Gli occhi verdi di Phoebe Hool si aprirono con cautela, quando finalmente il russare rumoroso della donna addormentata accanto a lei giunse alle sue orecchie. La testolina piena di capelli neri sbucò da sotto le lenzuola bianche, come un timido funghetto che si fa largo fra gli steli d’erba d’un prato. Si mise a sedere e sbatté le palpebre un paio di volte per permettere alle pupille di abituarsi alla scarsità di luce, guardandosi intorno con curiosità: quando l’avevano condotta nella stanzetta occupata dalla levatrice dell’istituto – che per quella sera sarebbe stata anche la sua stanza – non era riuscita ad osservarla più di tanto.
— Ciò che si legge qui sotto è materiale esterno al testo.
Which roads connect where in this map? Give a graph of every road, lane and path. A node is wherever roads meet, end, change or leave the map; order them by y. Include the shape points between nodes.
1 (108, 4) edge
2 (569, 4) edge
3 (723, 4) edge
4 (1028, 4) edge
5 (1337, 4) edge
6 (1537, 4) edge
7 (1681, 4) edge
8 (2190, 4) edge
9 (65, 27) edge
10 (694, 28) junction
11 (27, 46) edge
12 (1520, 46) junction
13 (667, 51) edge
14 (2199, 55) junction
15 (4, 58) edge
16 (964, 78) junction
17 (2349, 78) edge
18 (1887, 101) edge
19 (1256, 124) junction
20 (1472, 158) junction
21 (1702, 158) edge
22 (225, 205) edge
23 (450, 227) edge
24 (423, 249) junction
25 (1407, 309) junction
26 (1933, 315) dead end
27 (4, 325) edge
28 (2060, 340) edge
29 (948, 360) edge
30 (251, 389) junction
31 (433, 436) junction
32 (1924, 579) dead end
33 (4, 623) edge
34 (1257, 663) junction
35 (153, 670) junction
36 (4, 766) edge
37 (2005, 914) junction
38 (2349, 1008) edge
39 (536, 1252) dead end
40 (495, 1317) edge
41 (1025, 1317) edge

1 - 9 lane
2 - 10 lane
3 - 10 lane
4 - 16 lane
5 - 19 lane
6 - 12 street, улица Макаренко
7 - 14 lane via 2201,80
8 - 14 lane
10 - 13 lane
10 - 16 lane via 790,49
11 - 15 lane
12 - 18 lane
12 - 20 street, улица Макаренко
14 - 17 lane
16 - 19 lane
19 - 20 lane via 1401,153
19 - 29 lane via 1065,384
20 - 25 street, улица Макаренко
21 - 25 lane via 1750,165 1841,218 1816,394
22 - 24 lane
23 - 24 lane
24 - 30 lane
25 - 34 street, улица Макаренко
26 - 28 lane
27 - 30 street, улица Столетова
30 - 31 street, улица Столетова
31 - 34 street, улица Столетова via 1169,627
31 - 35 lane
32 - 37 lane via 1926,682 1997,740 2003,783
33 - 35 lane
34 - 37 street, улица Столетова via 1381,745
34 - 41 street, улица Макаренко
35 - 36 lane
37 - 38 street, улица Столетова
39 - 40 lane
Era una camera abbastanza grande da contenere un letto matrimoniale e priva di finestre, ricavata con tutta probabilità da un vecchio ripostiglio. Gli unici mobili presenti erano uno stretto e alto armadio e un comodino, sul quale spiccavano fotografie di bambini dai sorrisi sdentati e di un’anziana coppia a braccetto. La porta dava direttamente sull’atrio d’ingresso illuminato dalle lampade a gas ed era stata lasciata appena un po’ aperta: quando Phoebe glielo aveva chiesto con tono leggermente supplichevole, l’assistente della direttrice che aveva avuto il compito di metterla a letto le aveva sorriso e non aveva avuto il coraggio di scontentarla. Non che avesse paura del buio, no, figuriamoci: ma restare al buio non le piaceva proprio, no no!
Prima di scivolare giù dal materasso e toccare il pavimento freddo con i piedini scalzi, sventolò una manina davanti alla faccia rotonda della levatrice per assicurarsi che stesse effettivamente dormendo profondamente. La camicia da notte emise un lieve fruscio quando, inginocchiata per terra, cercò a tastoni la sua vecchia valigia logora, testimone degli innumerevoli passaggi da un orfanotrofio all’altro. Da quello che le riusciva di ricordare, aveva passato la maggior parte della sua breve vita seduta sul sedile di una carrozza sgangherata con un bagaglio adagiato sulle ginocchia. Aveva poco più di otto mesi quando qualcuno aveva bussato con urgenza alla porta dell’umile casa di un’anziana donna scozzese, da poco rimasta vedova, la quale si era ritrovata sullo zerbino davanti all’ingresso un fagottino scalciante e gorgogliante.
Non una lettera.
Non una traccia o un indizio che potesse aiutarla a rintracciare i genitori o i parenti dell’infante.
Solo una copertina bianca e malandata: e un nome, ricamato maldestramente vicino ad un angolo bucherellato. Hool.
Nessuno sembrava avere qualche relazione con quel semplice cognome o conoscere qualcuno al quale appartenesse. Dopotutto, chiunque avrebbe potuto abbandonarla lì ed andarsene: commercianti di passaggio che si dirigevano verso i mercati più ricchi di Edimburgo; profughi che fuggivano verso l’America o che stavano scappando proprio da essa. Zingari; briganti ricercati dalla polizia e fanciulle ingravidate in modo disonorevole…la lista poteva andare avanti all’infinito.
Non avendo la capacità finanziaria per poter mantenere nemmeno se stessa, la donna aveva intrapreso un lungo e faticoso viaggio per accompagnare la piccola in un modesto ma ben tenuto orfanotrofio nella vicina Glasgow.
Da quel giorno la bambina aveva passato la sua vita fra le mura di qualche istituto per l’infanzia. Qualcuno si era preoccupato di darle il nome di Phoebe e qualcun’altro aveva provveduto a far scomparire anche l’ultimo – flebile, sbiadito – ricordo di una famiglia.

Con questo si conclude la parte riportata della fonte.